TASK INSTRUCTIONS. A precise copy of the data is required, with every picture left out.

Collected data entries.
▬▬▬▬▬▬

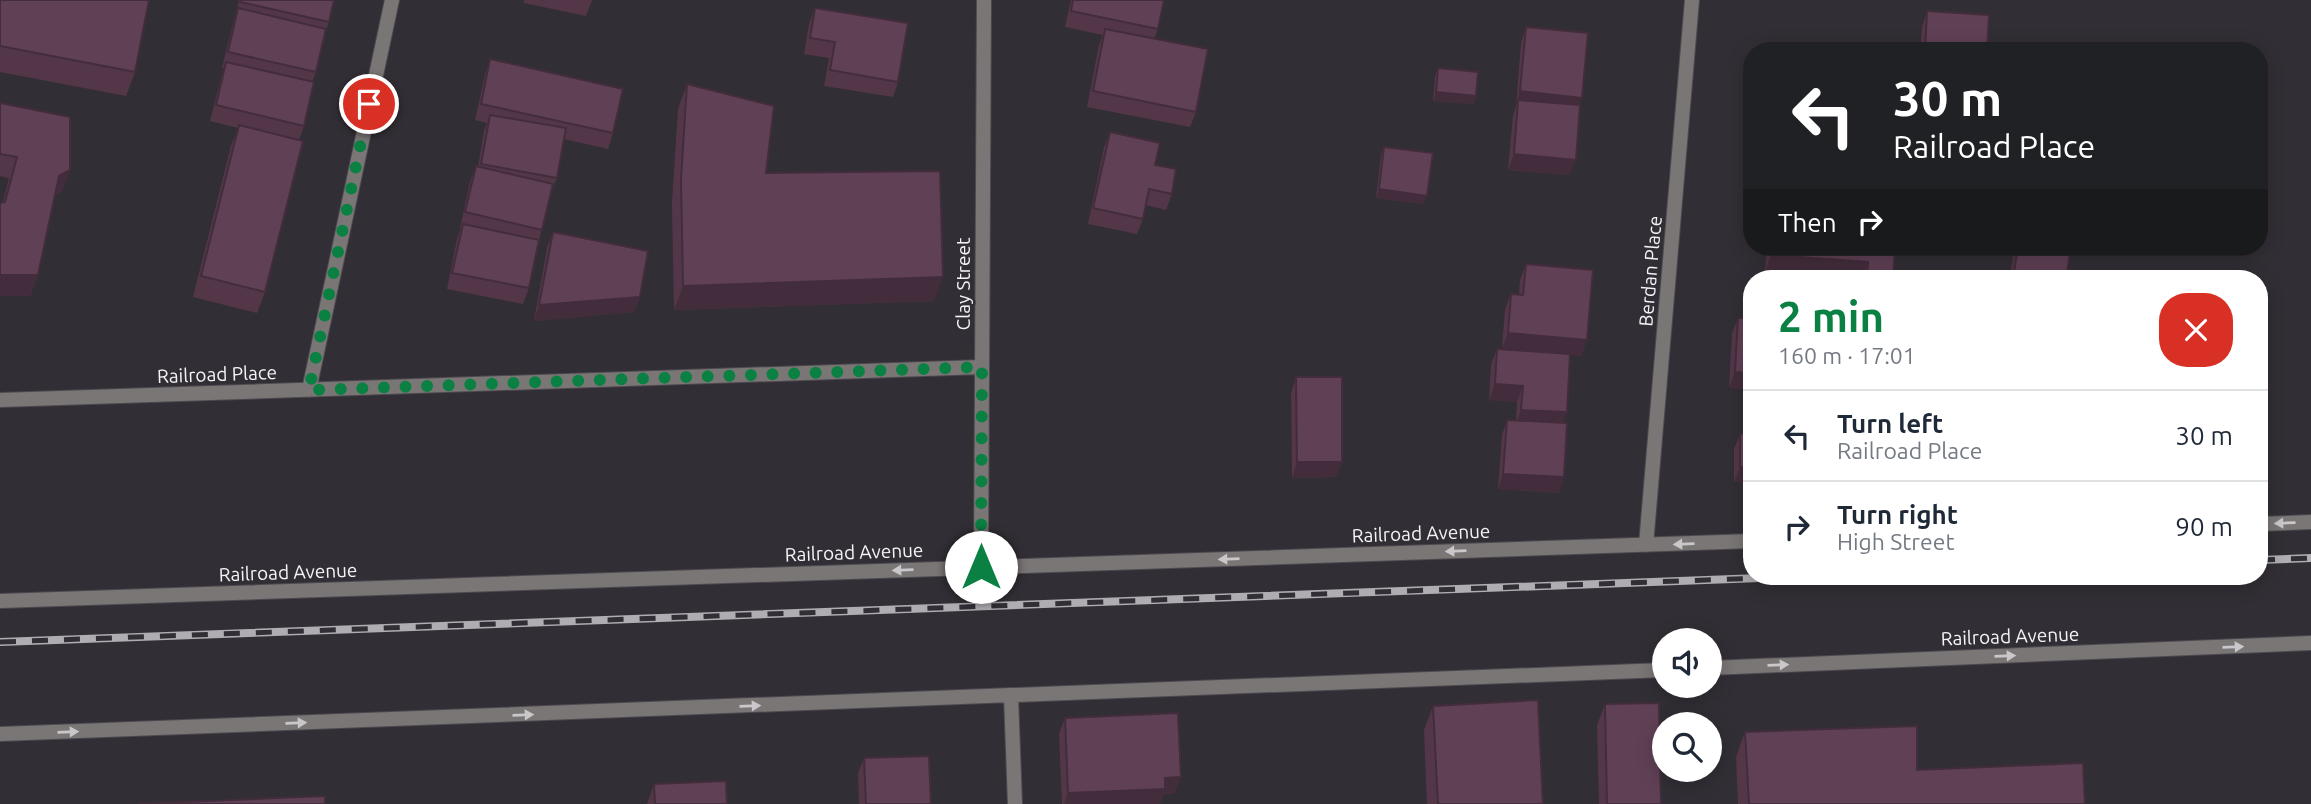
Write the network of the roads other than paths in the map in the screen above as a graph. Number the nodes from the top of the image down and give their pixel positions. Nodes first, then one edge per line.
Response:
1 (392, 0) edge
2 (984, 0) edge
3 (1692, 0) edge
4 (982, 367) junction
5 (309, 390) junction
6 (0, 400) edge
7 (2311, 522) edge
8 (2268, 524) edge
9 (1743, 541) edge
10 (1646, 545) junction
11 (981, 567) junction
12 (0, 601) edge
13 (2311, 643) edge
14 (1722, 668) edge
15 (1652, 670) edge
16 (1011, 696) junction
17 (0, 734) edge
18 (1015, 804) edge

1 - 5 street
2 - 4 street, Clay Street
3 - 10 street, Berdan Place
4 - 5 street, Railroad Place
4 - 11 street, Clay Street
5 - 6 street, Railroad Place
7 -> 8 street
9 -> 10 street, Railroad Avenue
10 -> 11 street, Railroad Avenue
11 -> 12 street, Railroad Avenue
14 -> 13 street, Railroad Avenue
15 - 16 street
17 -> 16 street
16 - 18 street

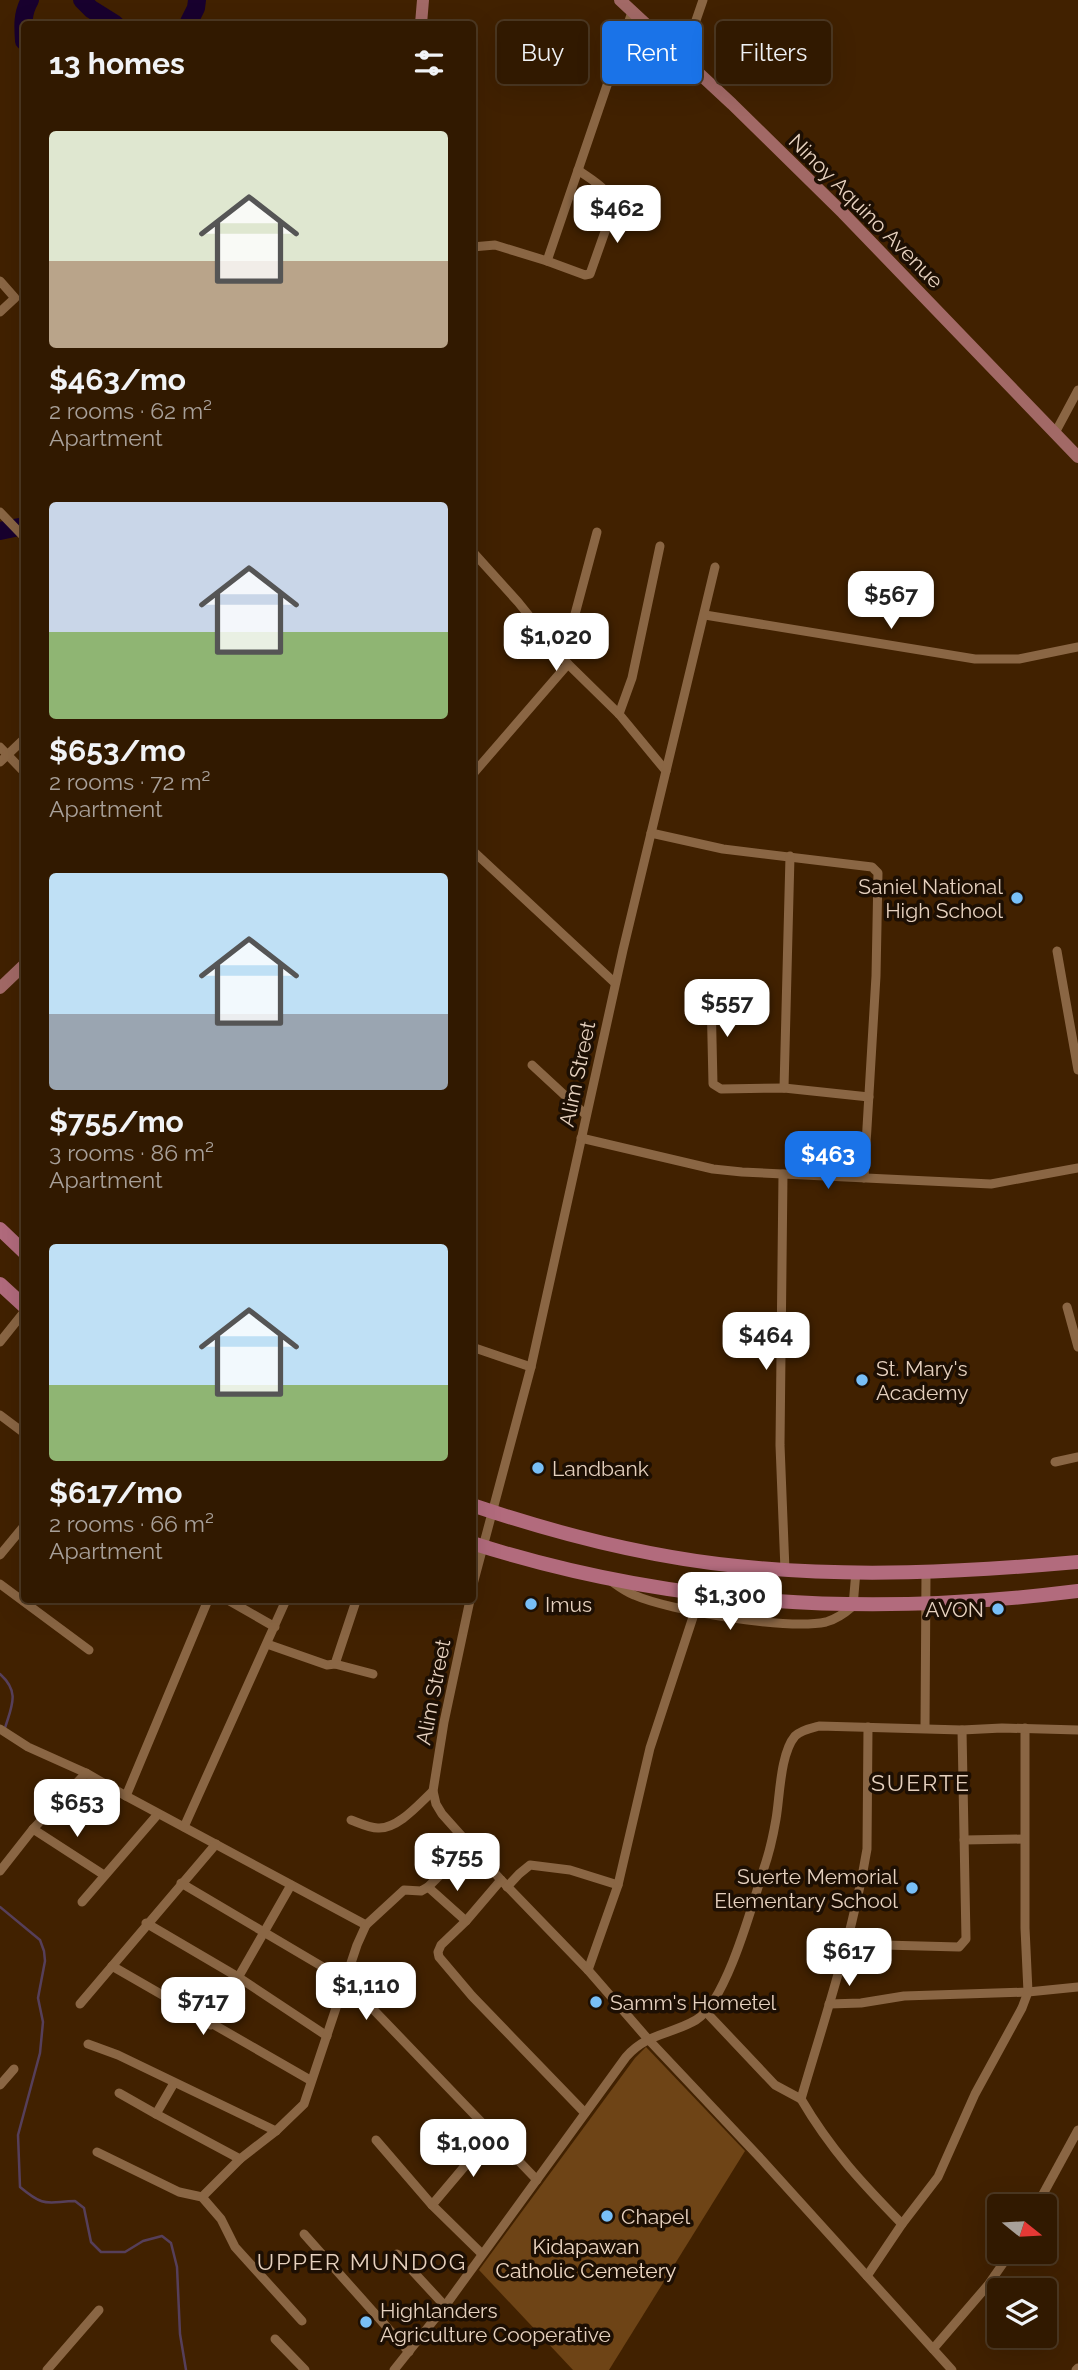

▬▬▬▬▬▬

SOLUTION TO THIS PROBLEM.
Write the network of the roads other than paths in the map in the screen above as a graph. Number the nodes from the top of the image down and give their pixel positions. Nodes first, then one edge per line.
Response:
1 (392, 0) edge
2 (984, 0) edge
3 (1692, 0) edge
4 (982, 367) junction
5 (309, 390) junction
6 (0, 400) edge
7 (2311, 522) edge
8 (2268, 524) edge
9 (1743, 541) edge
10 (1646, 545) junction
11 (981, 567) junction
12 (0, 601) edge
13 (2311, 643) edge
14 (1722, 668) edge
15 (1652, 670) edge
16 (1011, 696) junction
17 (0, 734) edge
18 (1015, 804) edge

1 - 5 street
2 - 4 street, Clay Street
3 - 10 street, Berdan Place
4 - 5 street, Railroad Place
4 - 11 street, Clay Street
5 - 6 street, Railroad Place
7 -> 8 street
9 -> 10 street, Railroad Avenue
10 -> 11 street, Railroad Avenue
11 -> 12 street, Railroad Avenue
14 -> 13 street, Railroad Avenue
15 - 16 street
17 -> 16 street
16 - 18 street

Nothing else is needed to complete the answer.